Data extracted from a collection
---

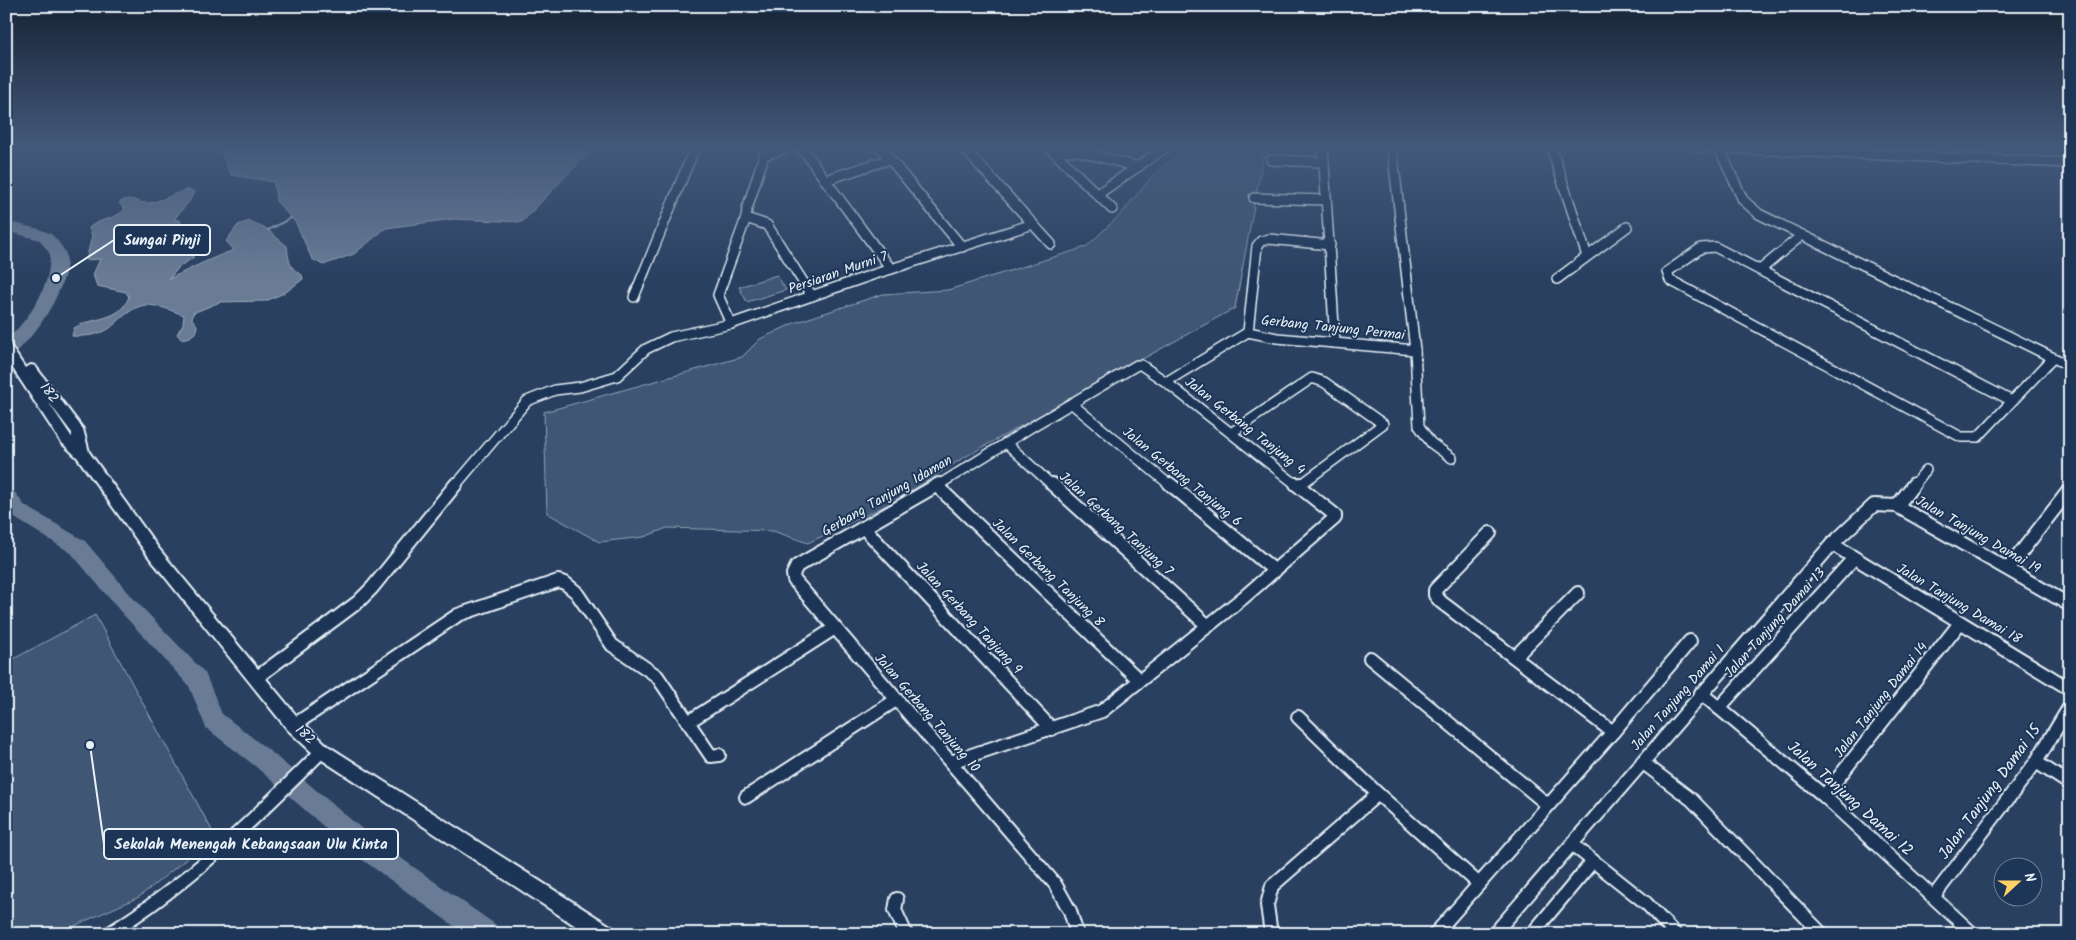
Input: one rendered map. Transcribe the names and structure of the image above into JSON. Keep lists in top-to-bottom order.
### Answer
{
  "streets": {
    "street": [
      "Persiaran Murni 7",
      "Gerbang Tanjung Permai",
      "182",
      "Jalan Gerbang Tanjung 4",
      "Jalan Gerbang Tanjung 6",
      "Gerbang Tanjung Idaman",
      "Jalan Gerbang Tanjung 7",
      "Jalan Tanjung Damai 19",
      "Jalan Gerbang Tanjung 8",
      "Jalan Tanjung Damai 18",
      "Jalan Gerbang Tanjung 9",
      "Jalan Tanjung Damai 13",
      "Jalan Tanjung Damai 1",
      "Jalan Tanjung Damai 14",
      "Jalan Gerbang Tanjung 10",
      "Jalan Tanjung Damai 15",
      "Jalan Tanjung Damai 12"
    ]
  },
  "crossings": [
    ["Persiaran Murni 7", "182"],
    ["Jalan Gerbang Tanjung 4", "Jalan Gerbang Tanjung 6"],
    ["Jalan Gerbang Tanjung 4", "Gerbang Tanjung Idaman"],
    ["Jalan Gerbang Tanjung 6", "Gerbang Tanjung Idaman"],
    ["Gerbang Tanjung Idaman", "Jalan Gerbang Tanjung 7"],
    ["Gerbang Tanjung Idaman", "Jalan Gerbang Tanjung 8"],
    ["Gerbang Tanjung Idaman", "Jalan Gerbang Tanjung 9"],
    ["Gerbang Tanjung Idaman", "Jalan Gerbang Tanjung 10"],
    ["Jalan Tanjung Damai 19", "Jalan Tanjung Damai 1"],
    ["Jalan Tanjung Damai 18", "Jalan Tanjung Damai 13"],
    ["Jalan Tanjung Damai 18", "Jalan Tanjung Damai 1"],
    ["Jalan Tanjung Damai 18", "Jalan Tanjung Damai 14"],
    ["Jalan Tanjung Damai 13", "Jalan Tanjung Damai 12"],
    ["Jalan Tanjung Damai 1", "Jalan Tanjung Damai 12"],
    ["Jalan Tanjung Damai 14", "Jalan Tanjung Damai 12"],
    ["Jalan Tanjung Damai 15", "Jalan Tanjung Damai 12"]
  ],
  "places": ["Sungai Pinji", "Sekolah Menengah Kebangsaan Ulu Kinta"],
  "north": "right"
}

---

- **To do**:
Every entry must be retyped exactly, with the pictures removed.

- **Completed exercise**:
Input: one rendered map. Transcribe the names and structure of the image above into JSON. Keep lists in top-to-bottom order.
### Answer
{
  "streets": {
    "street": [
      "Persiaran Murni 7",
      "Gerbang Tanjung Permai",
      "182",
      "Jalan Gerbang Tanjung 4",
      "Jalan Gerbang Tanjung 6",
      "Gerbang Tanjung Idaman",
      "Jalan Gerbang Tanjung 7",
      "Jalan Tanjung Damai 19",
      "Jalan Gerbang Tanjung 8",
      "Jalan Tanjung Damai 18",
      "Jalan Gerbang Tanjung 9",
      "Jalan Tanjung Damai 13",
      "Jalan Tanjung Damai 1",
      "Jalan Tanjung Damai 14",
      "Jalan Gerbang Tanjung 10",
      "Jalan Tanjung Damai 15",
      "Jalan Tanjung Damai 12"
    ]
  },
  "crossings": [
    ["Persiaran Murni 7", "182"],
    ["Jalan Gerbang Tanjung 4", "Jalan Gerbang Tanjung 6"],
    ["Jalan Gerbang Tanjung 4", "Gerbang Tanjung Idaman"],
    ["Jalan Gerbang Tanjung 6", "Gerbang Tanjung Idaman"],
    ["Gerbang Tanjung Idaman", "Jalan Gerbang Tanjung 7"],
    ["Gerbang Tanjung Idaman", "Jalan Gerbang Tanjung 8"],
    ["Gerbang Tanjung Idaman", "Jalan Gerbang Tanjung 9"],
    ["Gerbang Tanjung Idaman", "Jalan Gerbang Tanjung 10"],
    ["Jalan Tanjung Damai 19", "Jalan Tanjung Damai 1"],
    ["Jalan Tanjung Damai 18", "Jalan Tanjung Damai 13"],
    ["Jalan Tanjung Damai 18", "Jalan Tanjung Damai 1"],
    ["Jalan Tanjung Damai 18", "Jalan Tanjung Damai 14"],
    ["Jalan Tanjung Damai 13", "Jalan Tanjung Damai 12"],
    ["Jalan Tanjung Damai 1", "Jalan Tanjung Damai 12"],
    ["Jalan Tanjung Damai 14", "Jalan Tanjung Damai 12"],
    ["Jalan Tanjung Damai 15", "Jalan Tanjung Damai 12"]
  ],
  "places": ["Sungai Pinji", "Sekolah Menengah Kebangsaan Ulu Kinta"],
  "north": "right"
}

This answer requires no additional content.